E' un fatto che la memoria storica degli eventi ha bisogno, per essere salvaguardata, di immagini fisse. Molto più della televisione - estremamente più potente sul momento, ma meno duratura nella memoria - la fotografia preserva attraverso alcune immagini che diventano icone degli eventi, il ricordo collettivo, il riferimento principale di un certo evento contemporaneo. Mai come quest'anno, dalle celebrazioni del trentennale del '68 (la foto di Marianna a Parigi), e l'invasione di Praga, della nascita dello stato di Israele, alle numerose riedizioni del dibattito su falsità e verità nella fotografia a partire dalla famosa foto del miliziano spagnolo del 1936 di Robert Capa - definitivamente accertata come autentica, a dispetto dei tanti detrattori - si é assistito ad una celebrazione dell'indispensabilità della fotografia come linguaggio della memoria.
Mi ha molto colpito l'articolo uscito su La Repubblica del 19 settembre che parla dei retroscena della foto premiata con il World Press Photo awards 1998.
Rimando gli interessati all'intervista che la signora Oum Saad (il soggetto ritratto nella foto) ha rilasciato a Magdi Allam.

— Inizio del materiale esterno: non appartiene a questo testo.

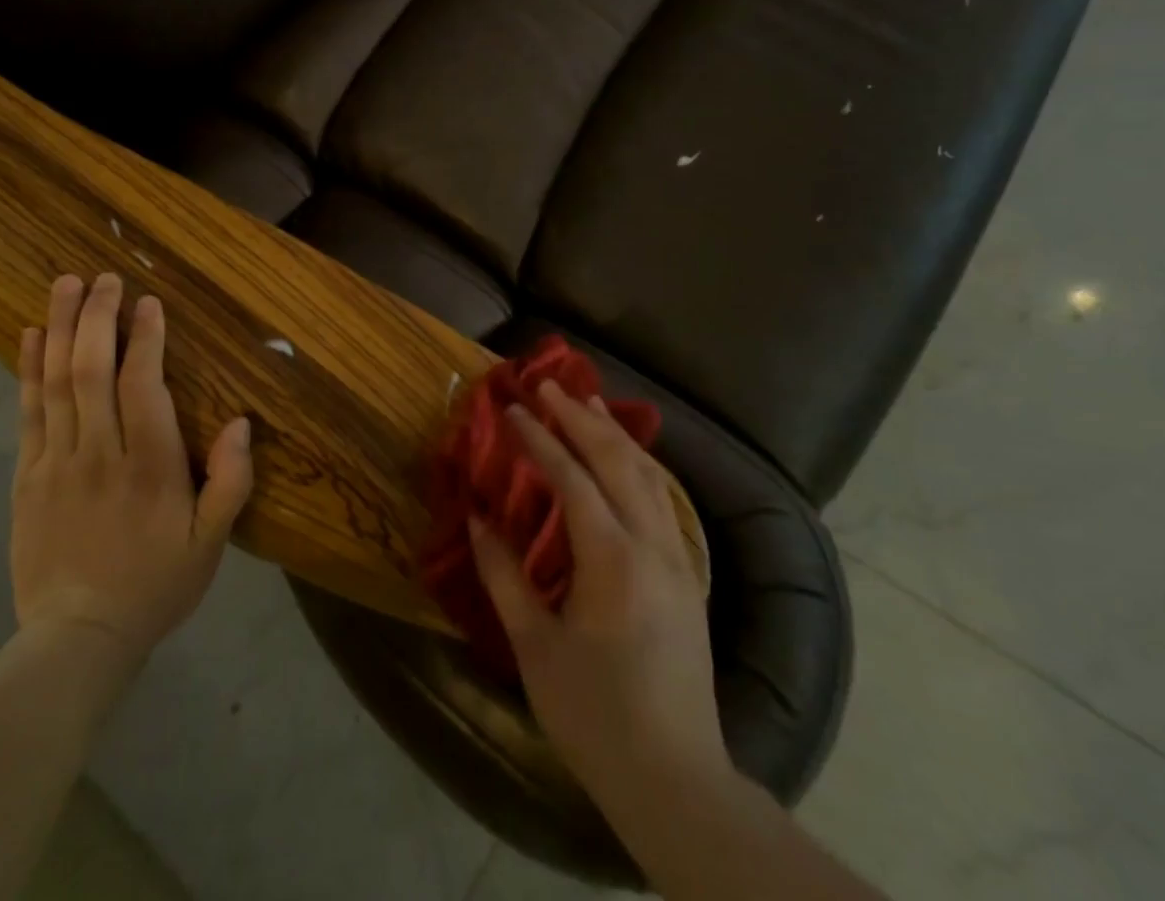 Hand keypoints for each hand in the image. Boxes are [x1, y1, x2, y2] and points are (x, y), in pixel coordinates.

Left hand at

Per un anno circa tutto il mondo ha creduto che la signora fosse una madre di 8 figli sterminati nella strage di Benthalla; in realtà ad essere uccisi erano stati Il fratello, la moglie di questo e la figlia; non che faccia granchè differenza nel dolore di una persona colpita in una maniera così brutale, mentre, ai fini di una corretta informazione la differenza certamente esiste
L'agenzia AFP, presso cui lavora il fotografo Hocine, non si è preoccupata, se non dopo lunghissimo tempo, di verificarne la veridicità: se lo avessero fatto a tempo debito forse avrebbero scoperto (e con loro l'autore della foto) per esempio i guai che quella foto le aveva procurato e le condizioni di estrema indigenza in cui la signora e la sua famiglia erano costretti a vivere;.

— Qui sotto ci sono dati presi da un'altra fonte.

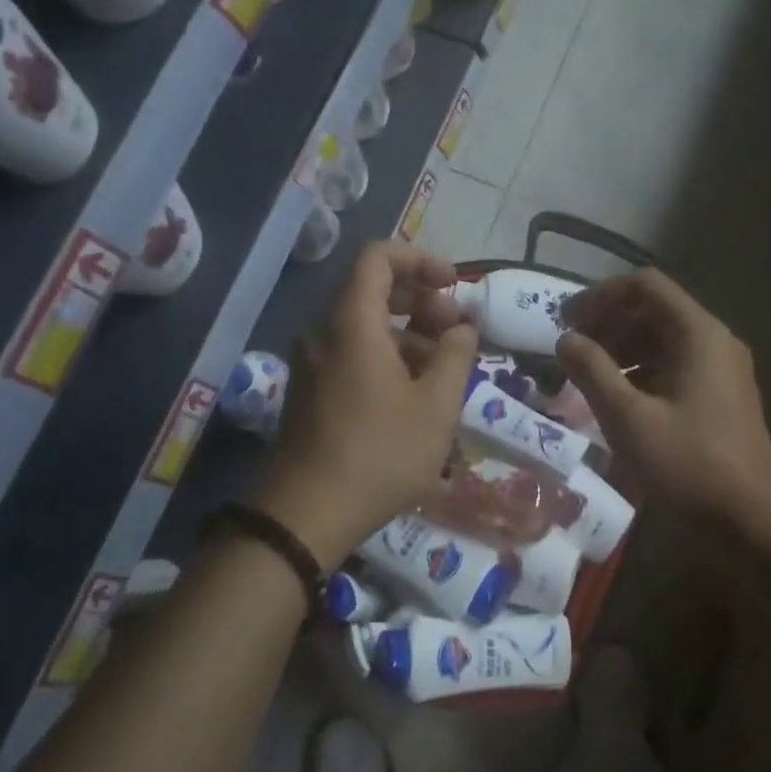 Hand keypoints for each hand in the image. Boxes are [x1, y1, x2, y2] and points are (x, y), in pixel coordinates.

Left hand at [258, 242, 477, 564]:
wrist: (308, 513)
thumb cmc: (380, 453)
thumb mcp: (436, 406)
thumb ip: (455, 356)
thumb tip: (462, 328)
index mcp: (352, 323)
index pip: (379, 258)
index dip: (420, 260)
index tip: (453, 285)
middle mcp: (323, 332)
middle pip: (371, 291)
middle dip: (420, 301)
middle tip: (455, 330)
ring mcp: (311, 362)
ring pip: (363, 326)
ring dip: (406, 333)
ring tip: (442, 368)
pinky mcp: (309, 391)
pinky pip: (349, 353)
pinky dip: (384, 356)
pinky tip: (412, 393)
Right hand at [556, 270, 770, 524]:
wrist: (750, 517)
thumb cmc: (687, 463)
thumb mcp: (628, 418)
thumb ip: (592, 371)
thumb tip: (564, 339)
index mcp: (698, 334)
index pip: (645, 286)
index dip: (601, 296)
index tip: (566, 319)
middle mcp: (715, 340)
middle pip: (654, 310)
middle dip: (608, 322)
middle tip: (571, 347)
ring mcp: (722, 368)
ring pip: (663, 339)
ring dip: (622, 347)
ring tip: (586, 373)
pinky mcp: (720, 395)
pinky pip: (674, 365)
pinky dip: (641, 370)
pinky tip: (617, 397)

Aggiungo anche che avrebbero dovuto farlo a maggior ragione perché la stampa filogovernativa Algerina si era impegnata con forza a negare l'esistenza di quella donna.

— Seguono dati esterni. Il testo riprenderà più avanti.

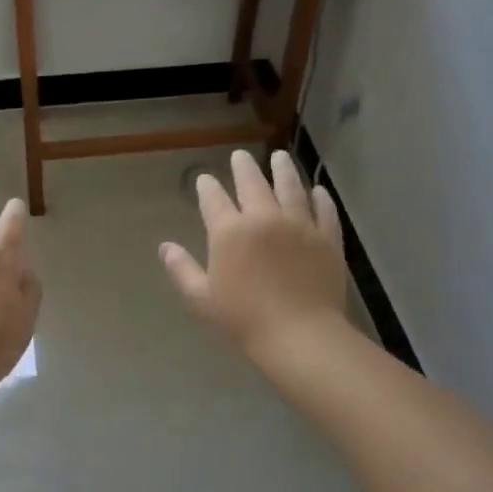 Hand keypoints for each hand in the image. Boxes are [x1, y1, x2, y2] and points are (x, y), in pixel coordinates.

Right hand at [160, 150, 348, 367]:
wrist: (301, 335)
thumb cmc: (244, 320)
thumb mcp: (202, 299)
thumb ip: (182, 269)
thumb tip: (165, 247)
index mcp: (229, 232)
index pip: (214, 199)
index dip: (207, 187)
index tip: (205, 179)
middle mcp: (263, 218)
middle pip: (252, 184)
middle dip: (243, 167)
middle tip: (240, 156)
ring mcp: (299, 225)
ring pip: (290, 188)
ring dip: (283, 170)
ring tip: (280, 157)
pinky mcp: (327, 238)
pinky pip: (324, 211)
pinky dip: (320, 198)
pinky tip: (318, 191)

Voglio rammentare un episodio molto simile, che per fortuna ha avuto degli sviluppi:
qualcuno ricorderà la foto della bimba ferita ad un occhio da un cecchino serbo, ritratta davanti all'ospedale Kosevo a Sarajevo: Bosnia.
Anche quella foto fece il giro del mondo e addirittura il fotografo se ne accorse svariati giorni dopo, (la comunicazione con l'esterno, chi è stato a Sarayevo ,lo sa, era difficilissima e l'autore della foto era un free lance che vendeva le sue foto alla Associated Press per pagarsi la permanenza in città)
Per lui era un lavoro di ordinaria amministrazione: un ferito in più ritratto all'ingresso dell'ospedale.
Se non che, per i casi della vita quella foto prende le prime pagine dei più grandi giornali del mondo e mette in moto una campagna di solidarietà che permette alla bambina ferita e ai suoi genitori di uscire dalla città assediata per prestarle cure adeguate : la foto si materializza, il soggetto ha un nome e cognome e una storia.
E l'autore della stessa, una volta venuto a conoscenza di tutto quel che era successo, va a trovare la bimba e la madre.
Ecco ,tutto questo in Algeria non è successo: sarà l'assuefazione alla tragedia, sarà che i musulmani contano meno dei bosniaci (ma non erano musulmani pure loro ?)
Sarà la vicinanza e l'obiettiva difficoltà della stampa a muoversi in una situazione incancrenita come quella algerina.
Però nell'intervista che apre il volume dedicato alle foto premiate per il WPP 1998 non c'è il minimo accenno da parte dell'autore al soggetto della fotografia, neanche la remota curiosità di sapere chi fosse, neanche un discreto ringraziamento per tanta fama tutto sommato da lei veicolata (e denaro, e assignement importanti, ritengo)
Tantomeno all'intervistatore che suppongo essere persona informata sui fatti, è venuto in mente di chiedere qualcosa al riguardo

Tutto questo, senza nulla togliere alla bellezza e all'importanza della foto e tenendo presenti le condizioni in cui l'informazione è costretta a lavorare in Algeria, non mi sembra affatto bello.